Speaker 1: There's very little learning. I got it. I got it.
Speaker 0: And then we gotta go over to because we're gonna install the, the SDK. We're gonna go over to the dev cycle docs. So we'll move back over to docs, and let's head back over to the dev cycle docs, docs.devcycle.com. And we're gonna head over to our SDK section, our node JS SDK
Speaker 1: You got it.
Speaker 0: Installation. And let's grab this because who uses yarn, NPM or bust? I've become so opinionated in my coding Alright. So that means that our import statement should work now. Actually, is this import or is this require?
I This is import. Yeah. I thought so. Alright. Let's move you to the top.
Alright. Perfect. So step 1 complete. We're done. Time to go home, everybody.
End of episode.
Speaker 1: So a couple of things that are just important before we continue. There is an ID here called custom. Let's rename that, and then we have to reflect that ID in the App JS and the corresponding App JS. I think dev cycle is a perfect ID. So we just want those 2 to match, first of all.
Very good. And let's, while we're here, give this a name. Dev cycle, this is the nice friendly name that shows up when you pick your operation type. Sure. Yeah.
Then are we gonna ask the user for any configuration up front? And I'm gonna say that maybe we do. Maybe we wanna collect the snake eye like, the the the ID. Right? Are we gonna do it?
Are we gonna have time to do that? I mean, can we give it just an arbitrary ID, or does do you have to register users inside of the dev cycle system first? Like, how does that work?

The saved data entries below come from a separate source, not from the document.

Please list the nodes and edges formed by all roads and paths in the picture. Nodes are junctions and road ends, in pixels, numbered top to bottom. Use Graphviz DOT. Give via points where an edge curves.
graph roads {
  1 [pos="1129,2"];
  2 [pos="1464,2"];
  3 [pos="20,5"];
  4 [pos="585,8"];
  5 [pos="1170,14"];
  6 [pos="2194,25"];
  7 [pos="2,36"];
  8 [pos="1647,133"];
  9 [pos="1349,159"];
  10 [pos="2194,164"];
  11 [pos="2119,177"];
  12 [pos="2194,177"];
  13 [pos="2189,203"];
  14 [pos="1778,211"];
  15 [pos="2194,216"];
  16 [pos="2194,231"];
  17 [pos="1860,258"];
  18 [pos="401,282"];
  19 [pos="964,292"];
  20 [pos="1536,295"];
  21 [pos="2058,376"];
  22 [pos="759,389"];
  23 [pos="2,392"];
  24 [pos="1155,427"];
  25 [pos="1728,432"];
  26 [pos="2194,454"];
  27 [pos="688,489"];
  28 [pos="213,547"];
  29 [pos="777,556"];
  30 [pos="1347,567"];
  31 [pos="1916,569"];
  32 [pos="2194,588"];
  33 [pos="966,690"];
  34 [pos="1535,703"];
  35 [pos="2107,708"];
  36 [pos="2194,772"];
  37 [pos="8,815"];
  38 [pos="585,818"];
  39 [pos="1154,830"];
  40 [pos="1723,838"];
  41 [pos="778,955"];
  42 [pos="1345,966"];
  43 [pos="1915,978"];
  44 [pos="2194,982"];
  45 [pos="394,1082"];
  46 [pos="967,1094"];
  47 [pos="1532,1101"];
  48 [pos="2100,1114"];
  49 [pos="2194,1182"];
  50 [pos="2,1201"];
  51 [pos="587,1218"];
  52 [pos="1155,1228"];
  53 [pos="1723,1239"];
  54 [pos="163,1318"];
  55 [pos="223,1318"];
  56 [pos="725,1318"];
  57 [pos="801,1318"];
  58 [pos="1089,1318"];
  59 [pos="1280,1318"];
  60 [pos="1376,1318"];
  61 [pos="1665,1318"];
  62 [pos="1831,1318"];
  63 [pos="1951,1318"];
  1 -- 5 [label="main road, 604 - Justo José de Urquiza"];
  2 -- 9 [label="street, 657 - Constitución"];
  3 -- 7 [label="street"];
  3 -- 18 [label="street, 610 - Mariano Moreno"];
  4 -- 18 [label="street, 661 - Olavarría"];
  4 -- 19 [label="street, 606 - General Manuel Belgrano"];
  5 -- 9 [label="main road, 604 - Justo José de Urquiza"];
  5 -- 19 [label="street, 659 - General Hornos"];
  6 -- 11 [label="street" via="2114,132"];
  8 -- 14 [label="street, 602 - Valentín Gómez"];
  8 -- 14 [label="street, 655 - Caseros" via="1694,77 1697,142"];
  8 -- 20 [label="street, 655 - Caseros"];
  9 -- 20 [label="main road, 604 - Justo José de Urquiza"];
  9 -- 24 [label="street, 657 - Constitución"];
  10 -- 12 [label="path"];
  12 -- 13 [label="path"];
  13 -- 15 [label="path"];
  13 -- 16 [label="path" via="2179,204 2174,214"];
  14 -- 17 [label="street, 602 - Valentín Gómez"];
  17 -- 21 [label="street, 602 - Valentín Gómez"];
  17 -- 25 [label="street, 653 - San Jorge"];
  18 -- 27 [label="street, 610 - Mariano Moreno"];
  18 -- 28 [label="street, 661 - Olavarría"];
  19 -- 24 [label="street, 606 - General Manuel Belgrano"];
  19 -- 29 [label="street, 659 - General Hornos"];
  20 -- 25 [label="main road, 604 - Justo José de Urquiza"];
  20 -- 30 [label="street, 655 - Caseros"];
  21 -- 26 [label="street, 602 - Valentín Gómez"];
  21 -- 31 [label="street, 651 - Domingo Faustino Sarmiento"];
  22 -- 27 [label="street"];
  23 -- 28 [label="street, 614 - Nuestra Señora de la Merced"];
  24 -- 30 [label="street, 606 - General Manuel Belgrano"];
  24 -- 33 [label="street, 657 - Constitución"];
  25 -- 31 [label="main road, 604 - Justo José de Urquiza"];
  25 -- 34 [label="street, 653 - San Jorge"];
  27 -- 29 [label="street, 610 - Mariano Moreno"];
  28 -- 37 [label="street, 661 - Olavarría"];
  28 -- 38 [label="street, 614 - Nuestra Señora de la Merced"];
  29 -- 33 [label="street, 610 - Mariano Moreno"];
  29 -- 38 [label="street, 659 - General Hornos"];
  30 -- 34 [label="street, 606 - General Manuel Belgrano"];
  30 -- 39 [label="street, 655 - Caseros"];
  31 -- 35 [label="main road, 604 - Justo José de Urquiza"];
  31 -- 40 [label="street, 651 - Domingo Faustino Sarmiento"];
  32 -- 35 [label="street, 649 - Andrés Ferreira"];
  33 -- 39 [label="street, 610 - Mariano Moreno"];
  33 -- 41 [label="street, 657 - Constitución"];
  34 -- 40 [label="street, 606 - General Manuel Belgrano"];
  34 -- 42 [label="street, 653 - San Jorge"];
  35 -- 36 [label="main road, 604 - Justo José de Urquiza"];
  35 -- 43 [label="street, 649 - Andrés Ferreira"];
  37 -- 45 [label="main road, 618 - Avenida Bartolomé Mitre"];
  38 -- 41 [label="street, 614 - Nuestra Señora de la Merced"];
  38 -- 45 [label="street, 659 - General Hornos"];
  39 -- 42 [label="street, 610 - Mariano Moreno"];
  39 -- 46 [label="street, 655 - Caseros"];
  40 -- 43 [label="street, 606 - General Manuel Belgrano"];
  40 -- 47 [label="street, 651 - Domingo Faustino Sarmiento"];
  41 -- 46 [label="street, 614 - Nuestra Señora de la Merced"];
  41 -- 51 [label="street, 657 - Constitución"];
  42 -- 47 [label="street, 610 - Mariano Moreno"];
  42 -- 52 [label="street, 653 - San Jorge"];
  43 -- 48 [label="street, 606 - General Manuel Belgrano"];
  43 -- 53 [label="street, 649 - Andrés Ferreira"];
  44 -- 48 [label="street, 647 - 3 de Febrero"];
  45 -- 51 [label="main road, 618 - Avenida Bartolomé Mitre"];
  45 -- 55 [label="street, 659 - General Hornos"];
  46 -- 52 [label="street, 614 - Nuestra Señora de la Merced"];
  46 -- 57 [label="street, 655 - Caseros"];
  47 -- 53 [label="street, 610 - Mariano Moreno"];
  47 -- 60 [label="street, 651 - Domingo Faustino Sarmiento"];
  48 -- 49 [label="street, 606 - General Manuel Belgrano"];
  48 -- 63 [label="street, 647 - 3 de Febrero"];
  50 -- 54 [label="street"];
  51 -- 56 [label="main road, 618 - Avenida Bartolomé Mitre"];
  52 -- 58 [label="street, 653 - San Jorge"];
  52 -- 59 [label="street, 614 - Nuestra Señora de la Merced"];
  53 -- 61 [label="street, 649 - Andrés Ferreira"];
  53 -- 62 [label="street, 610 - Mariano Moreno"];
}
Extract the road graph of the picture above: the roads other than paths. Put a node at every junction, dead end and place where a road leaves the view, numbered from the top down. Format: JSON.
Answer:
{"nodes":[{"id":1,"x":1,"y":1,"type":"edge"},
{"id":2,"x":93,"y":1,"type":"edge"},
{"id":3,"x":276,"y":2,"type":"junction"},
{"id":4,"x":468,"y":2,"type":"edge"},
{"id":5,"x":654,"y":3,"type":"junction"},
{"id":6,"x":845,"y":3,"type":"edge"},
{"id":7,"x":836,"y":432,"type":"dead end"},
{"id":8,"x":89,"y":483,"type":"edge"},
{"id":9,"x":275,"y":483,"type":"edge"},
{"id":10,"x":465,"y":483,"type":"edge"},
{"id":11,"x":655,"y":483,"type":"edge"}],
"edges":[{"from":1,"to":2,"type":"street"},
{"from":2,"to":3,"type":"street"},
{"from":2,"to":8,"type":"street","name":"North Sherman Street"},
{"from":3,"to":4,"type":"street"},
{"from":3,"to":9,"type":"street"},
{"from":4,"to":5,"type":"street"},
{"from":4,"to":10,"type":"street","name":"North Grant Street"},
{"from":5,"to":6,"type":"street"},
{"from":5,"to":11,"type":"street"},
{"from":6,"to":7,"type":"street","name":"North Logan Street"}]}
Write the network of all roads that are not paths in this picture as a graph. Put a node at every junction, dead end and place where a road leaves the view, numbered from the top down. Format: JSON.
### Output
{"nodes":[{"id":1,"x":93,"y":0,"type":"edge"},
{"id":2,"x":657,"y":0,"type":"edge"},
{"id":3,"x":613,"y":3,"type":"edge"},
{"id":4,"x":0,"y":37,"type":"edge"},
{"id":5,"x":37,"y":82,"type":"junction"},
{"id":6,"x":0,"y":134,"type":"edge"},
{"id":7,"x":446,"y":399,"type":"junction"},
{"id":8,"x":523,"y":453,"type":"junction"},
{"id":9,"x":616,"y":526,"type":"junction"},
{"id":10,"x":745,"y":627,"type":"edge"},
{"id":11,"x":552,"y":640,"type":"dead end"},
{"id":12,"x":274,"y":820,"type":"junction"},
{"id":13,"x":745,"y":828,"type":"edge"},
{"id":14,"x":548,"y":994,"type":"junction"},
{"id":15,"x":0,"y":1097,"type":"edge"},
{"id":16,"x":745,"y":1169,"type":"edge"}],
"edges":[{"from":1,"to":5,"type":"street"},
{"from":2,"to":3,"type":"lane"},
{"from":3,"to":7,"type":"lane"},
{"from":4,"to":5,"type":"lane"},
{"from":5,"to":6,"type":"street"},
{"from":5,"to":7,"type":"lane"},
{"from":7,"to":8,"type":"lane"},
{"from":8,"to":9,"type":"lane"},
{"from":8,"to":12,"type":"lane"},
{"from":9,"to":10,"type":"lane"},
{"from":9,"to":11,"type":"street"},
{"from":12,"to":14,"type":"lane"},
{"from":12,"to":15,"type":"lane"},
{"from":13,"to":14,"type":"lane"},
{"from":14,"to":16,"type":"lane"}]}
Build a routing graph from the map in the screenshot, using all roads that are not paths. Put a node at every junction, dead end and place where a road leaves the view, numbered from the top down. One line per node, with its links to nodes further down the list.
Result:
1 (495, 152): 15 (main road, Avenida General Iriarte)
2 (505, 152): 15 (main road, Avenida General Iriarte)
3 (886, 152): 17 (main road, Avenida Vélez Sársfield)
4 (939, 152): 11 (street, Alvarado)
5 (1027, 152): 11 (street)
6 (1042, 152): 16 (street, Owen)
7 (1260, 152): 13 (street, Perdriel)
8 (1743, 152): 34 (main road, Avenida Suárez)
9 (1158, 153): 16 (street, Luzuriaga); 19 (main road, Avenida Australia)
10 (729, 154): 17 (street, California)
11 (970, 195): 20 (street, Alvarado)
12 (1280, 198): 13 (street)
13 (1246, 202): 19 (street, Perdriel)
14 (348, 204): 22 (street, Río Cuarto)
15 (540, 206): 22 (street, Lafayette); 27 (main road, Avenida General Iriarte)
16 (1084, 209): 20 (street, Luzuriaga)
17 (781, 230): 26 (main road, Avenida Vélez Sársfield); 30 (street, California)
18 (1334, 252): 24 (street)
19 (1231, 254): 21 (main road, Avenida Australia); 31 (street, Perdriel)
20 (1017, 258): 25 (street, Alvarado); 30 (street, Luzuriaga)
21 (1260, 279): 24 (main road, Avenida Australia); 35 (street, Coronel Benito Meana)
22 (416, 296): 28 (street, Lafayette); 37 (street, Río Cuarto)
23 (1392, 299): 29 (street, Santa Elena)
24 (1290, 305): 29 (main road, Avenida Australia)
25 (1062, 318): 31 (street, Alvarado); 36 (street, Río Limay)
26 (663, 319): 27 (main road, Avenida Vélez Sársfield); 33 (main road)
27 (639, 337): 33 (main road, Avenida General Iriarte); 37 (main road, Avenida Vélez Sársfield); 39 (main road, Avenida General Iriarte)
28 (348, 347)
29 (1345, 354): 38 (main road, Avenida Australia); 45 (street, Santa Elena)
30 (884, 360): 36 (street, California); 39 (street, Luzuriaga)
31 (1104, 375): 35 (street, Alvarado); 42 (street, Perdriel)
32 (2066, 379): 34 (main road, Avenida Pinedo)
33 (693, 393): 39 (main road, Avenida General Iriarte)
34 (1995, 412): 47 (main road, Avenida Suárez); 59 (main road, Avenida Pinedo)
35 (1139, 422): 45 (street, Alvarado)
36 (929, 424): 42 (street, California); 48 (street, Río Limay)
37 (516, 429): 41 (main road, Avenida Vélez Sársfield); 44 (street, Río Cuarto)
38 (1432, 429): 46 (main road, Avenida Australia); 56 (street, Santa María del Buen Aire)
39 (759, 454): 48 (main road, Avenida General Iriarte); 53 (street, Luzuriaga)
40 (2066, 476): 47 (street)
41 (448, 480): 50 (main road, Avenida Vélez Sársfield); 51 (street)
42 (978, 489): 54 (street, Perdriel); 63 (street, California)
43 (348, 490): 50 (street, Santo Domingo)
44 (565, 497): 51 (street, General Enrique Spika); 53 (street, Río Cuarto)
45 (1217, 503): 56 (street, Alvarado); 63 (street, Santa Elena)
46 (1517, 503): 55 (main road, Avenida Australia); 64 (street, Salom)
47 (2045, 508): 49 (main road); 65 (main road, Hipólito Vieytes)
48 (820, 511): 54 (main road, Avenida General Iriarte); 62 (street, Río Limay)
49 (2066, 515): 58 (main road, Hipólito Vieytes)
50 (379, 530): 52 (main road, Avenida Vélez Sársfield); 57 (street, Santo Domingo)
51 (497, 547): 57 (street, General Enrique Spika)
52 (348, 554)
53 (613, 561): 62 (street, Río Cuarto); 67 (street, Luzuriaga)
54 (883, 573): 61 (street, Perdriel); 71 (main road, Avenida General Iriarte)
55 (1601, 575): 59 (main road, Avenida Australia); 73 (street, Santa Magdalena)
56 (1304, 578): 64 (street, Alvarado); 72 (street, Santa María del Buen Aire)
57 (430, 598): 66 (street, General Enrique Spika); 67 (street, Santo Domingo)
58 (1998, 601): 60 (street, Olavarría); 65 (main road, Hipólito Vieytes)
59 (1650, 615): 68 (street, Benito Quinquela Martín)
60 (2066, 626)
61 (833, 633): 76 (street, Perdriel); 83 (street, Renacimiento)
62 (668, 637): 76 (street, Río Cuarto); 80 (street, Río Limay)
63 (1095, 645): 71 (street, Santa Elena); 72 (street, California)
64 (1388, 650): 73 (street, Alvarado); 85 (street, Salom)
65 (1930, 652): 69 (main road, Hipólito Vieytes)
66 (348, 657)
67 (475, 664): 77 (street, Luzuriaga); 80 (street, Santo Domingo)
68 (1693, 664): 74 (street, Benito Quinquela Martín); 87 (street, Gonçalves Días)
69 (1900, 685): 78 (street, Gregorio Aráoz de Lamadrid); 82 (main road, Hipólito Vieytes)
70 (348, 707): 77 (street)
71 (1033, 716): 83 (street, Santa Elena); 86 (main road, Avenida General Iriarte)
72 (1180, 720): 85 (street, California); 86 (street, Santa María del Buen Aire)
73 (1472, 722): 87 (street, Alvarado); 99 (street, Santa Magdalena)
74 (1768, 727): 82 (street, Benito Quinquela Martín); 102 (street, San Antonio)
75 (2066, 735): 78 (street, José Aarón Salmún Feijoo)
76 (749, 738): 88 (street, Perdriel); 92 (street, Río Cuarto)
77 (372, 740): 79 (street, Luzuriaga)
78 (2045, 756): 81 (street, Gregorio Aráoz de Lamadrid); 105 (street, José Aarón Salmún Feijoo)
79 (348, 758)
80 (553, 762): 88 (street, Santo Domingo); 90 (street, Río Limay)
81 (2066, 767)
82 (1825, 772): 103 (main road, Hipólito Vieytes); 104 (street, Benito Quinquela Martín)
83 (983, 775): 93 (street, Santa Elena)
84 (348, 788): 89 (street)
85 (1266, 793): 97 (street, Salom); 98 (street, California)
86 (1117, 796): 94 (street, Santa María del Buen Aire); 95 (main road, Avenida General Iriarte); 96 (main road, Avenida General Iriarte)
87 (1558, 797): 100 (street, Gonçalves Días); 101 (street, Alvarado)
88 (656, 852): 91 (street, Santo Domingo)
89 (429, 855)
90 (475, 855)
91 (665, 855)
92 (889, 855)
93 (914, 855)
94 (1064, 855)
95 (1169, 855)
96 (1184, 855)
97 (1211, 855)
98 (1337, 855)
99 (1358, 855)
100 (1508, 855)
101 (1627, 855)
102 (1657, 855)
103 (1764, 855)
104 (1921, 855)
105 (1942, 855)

Speaker 0: So you would need to feed a specific user's information. Yeah. Let's call a snake name. Yes. I think that's a great idea.
Yeah.
Speaker 1: I was a snake ID. Snake ID. So let's do that. And at first, we'll just hard code it, but later, you can put dynamic values in here in flows. So instead of text, let's just change text to snake.
So there's a friendly name. Yeah. Yeah. Perfect. There's a friendly name.
Speaker 0: Yes. Is that correct? Is it? I changed this from tests from is this yeah?
Speaker 1: Yes. That's all good. The options need to change too. That's the part. So that that's the overview that will show on the card.
Cool. Whatever. It's the options we care about. That's the pain that comes out and you select all the options. So in here, the field, the field will be called snake.
And that's what corresponds with the snake in the overview. That's the friendly name. It will still be a string. It'll be full of input. Great.
Save. Now we'll go over to API dot JS, and there's text here. We'll change text for snake. So that says taking in the snake value and now we're going to execute some code. But before we do this, I think that's everything on the UI side done.
We want to initialize this client and we'll want to initialize this client between lines 13. So everything in your yeah.
Speaker 0: Great. So, we're going to ignore this because we're not actually going to I'm actually I'm interested to see how this works. Once we have done this, we're going to change some things up eventually. But we're not gonna worry about that right now. So let's grab
Speaker 1: Oh, which was straight upon commenting everything. That's that's crazy.
Speaker 0: I mean, nothing could go wrong because nothing's really running yet. So this is good. This server is gonna change. I'm gonna leave these. I don't actually know if we need these, but I'm not gonna question it.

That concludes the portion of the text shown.